Outwardly the sperm may appear normal in terms of their numbers, shape and swimming ability. But similar levels of DNA fragmentation in sperm are said to have led to fertility and pregnancy problems in the past.http://www.thisislondon.co.uk/standard/article-23559790-details/Antidepressants+%27could+harm+sperm%27/article.do
Antidepressants 'could harm sperm'
Millions of men who take antidepressants could be damaging their sperm and risking infertility, according to new research.
The findings, described as "alarming" by one leading expert, suggest that commonly described drugs for depression can break up DNA in sperm.
Outwardly the sperm may appear normal in terms of their numbers, shape and swimming ability. But similar levels of DNA fragmentation in sperm are said to have led to fertility and pregnancy problems in the past.
For couples undergoing In-Vitro Fertilisation (IVF) treatment, fewer embryos form when the man's sperm has damaged DNA. When embryos do form, they are less likely to implant in the womb – which is essential for a successful pregnancy.
The link with antidepressants was discovered by Professor Peter Schlegel and Dr Cigdem "Cori" Tanrikut at the Cornell Medical Center in New York City.
In 2006, the two fertility scientists reported that two men had developed low counts of healthy sperm after taking two different antidepressants. Both were selective serotonin reuptake inhibitors (SSRIs), the most commonly prescribed class of antidepressant which work by altering levels of a brain chemical that influences mood.
Now the team has followed up the research by studying 35 healthy men given one of the most popular SSRIs, paroxetine. The drug, made by pharmaceutical giants GlaxoSmithKline, is sold as Seroxat in the UK and Paxil in the US.
The scientists examined the men's sperm before treatment and after they had been taking the antidepressant for a month. Superficially, the sperm appeared healthy, New Scientist magazine reported.
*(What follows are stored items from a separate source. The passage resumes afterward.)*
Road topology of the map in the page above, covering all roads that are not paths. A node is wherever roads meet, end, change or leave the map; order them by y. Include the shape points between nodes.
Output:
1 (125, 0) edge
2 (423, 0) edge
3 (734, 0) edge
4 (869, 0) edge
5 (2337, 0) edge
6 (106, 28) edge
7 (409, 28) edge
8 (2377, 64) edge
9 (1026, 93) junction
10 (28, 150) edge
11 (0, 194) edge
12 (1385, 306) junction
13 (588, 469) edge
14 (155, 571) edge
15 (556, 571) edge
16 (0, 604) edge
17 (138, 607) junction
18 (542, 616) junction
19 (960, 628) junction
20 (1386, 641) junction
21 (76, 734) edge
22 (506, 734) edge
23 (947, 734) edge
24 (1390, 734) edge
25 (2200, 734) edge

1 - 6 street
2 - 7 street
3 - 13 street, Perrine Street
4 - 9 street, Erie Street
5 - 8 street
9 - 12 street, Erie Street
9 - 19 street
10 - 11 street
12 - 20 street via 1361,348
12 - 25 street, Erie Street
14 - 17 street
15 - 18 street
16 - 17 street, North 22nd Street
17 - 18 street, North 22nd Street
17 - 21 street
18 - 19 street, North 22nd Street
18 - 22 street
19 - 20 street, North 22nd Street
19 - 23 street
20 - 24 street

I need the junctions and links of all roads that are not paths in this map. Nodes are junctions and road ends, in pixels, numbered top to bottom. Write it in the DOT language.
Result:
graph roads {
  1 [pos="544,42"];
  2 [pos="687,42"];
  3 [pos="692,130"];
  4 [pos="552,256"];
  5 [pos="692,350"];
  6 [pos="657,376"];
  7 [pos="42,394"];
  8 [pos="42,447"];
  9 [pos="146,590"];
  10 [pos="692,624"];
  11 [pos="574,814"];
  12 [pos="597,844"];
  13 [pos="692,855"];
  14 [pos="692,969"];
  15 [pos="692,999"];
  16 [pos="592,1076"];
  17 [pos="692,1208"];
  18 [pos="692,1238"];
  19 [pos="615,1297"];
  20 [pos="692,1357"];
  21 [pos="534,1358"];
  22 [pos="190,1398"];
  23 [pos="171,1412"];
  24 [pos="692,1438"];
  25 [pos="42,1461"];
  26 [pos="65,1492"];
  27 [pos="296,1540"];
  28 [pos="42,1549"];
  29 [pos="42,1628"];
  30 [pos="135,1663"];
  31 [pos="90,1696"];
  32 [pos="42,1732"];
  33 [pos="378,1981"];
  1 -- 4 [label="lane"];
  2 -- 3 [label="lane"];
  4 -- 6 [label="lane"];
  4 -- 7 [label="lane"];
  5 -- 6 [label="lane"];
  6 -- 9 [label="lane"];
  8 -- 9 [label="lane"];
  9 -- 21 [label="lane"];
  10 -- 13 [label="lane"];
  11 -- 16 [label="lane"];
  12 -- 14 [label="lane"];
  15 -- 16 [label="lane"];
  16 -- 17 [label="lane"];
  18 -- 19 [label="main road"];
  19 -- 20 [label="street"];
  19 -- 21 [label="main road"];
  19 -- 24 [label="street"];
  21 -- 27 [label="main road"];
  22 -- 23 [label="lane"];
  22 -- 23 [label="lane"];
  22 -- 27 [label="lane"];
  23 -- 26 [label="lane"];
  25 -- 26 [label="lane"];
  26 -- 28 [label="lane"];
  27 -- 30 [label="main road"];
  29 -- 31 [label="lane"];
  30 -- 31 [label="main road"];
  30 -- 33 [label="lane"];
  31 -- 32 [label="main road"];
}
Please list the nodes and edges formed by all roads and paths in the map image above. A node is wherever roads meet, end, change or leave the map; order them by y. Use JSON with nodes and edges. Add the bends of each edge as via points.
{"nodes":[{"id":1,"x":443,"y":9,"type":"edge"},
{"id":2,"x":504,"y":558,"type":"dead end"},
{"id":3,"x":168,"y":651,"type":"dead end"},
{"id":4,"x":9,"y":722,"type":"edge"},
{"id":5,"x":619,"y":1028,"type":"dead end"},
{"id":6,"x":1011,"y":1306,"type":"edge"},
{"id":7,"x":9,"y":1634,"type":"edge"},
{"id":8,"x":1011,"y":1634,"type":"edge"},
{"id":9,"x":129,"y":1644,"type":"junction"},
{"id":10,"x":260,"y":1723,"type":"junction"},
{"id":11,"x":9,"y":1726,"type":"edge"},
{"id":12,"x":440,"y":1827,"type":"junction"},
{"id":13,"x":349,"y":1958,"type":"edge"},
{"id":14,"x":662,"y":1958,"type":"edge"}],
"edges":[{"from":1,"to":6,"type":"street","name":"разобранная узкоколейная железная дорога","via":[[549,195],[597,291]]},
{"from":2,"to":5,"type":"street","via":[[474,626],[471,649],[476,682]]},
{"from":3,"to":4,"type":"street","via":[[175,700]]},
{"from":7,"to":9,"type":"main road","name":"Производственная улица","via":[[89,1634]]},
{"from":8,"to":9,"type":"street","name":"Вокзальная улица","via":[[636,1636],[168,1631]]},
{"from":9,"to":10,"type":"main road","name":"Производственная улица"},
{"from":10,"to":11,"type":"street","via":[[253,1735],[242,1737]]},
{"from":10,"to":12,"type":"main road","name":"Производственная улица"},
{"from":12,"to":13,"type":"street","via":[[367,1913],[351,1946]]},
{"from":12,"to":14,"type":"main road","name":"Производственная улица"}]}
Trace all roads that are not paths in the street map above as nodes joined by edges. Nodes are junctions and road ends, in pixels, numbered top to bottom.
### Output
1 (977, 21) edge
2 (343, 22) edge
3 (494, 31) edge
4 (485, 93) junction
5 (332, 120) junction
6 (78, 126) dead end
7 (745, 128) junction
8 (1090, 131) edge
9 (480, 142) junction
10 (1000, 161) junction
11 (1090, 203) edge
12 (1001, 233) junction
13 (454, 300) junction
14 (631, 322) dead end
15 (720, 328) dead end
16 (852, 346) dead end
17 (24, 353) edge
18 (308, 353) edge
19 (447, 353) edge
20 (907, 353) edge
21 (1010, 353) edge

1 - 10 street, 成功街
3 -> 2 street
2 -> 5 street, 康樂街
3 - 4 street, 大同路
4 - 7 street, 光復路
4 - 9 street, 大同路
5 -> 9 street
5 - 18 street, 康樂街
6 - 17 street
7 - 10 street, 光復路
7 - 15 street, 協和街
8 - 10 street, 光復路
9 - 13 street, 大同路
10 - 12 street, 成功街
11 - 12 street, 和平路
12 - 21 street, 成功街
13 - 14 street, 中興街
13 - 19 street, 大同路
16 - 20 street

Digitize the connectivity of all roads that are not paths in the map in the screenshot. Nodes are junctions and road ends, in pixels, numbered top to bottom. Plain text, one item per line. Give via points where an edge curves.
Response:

But closer examination using a sophisticated detection method called Tunel (Terminal deoxynucleotidyl transferase biotin-dUTP Nick End Labeling) which flags up broken strands of DNA, revealed a worrying picture.
On average, the proportion of sperm cells containing fragmented DNA rose from 13.8% before taking paroxetine to 30.3%. Many experts regard a sperm DNA fragmentation level of 30% as "clinically significant". In the space of just four weeks, therefore, the men's sperm had suffered a degree of damage that potentially could impair fertility.
The new findings will be presented in November at a meeting of the American Society for Reproductive Medicine in San Francisco.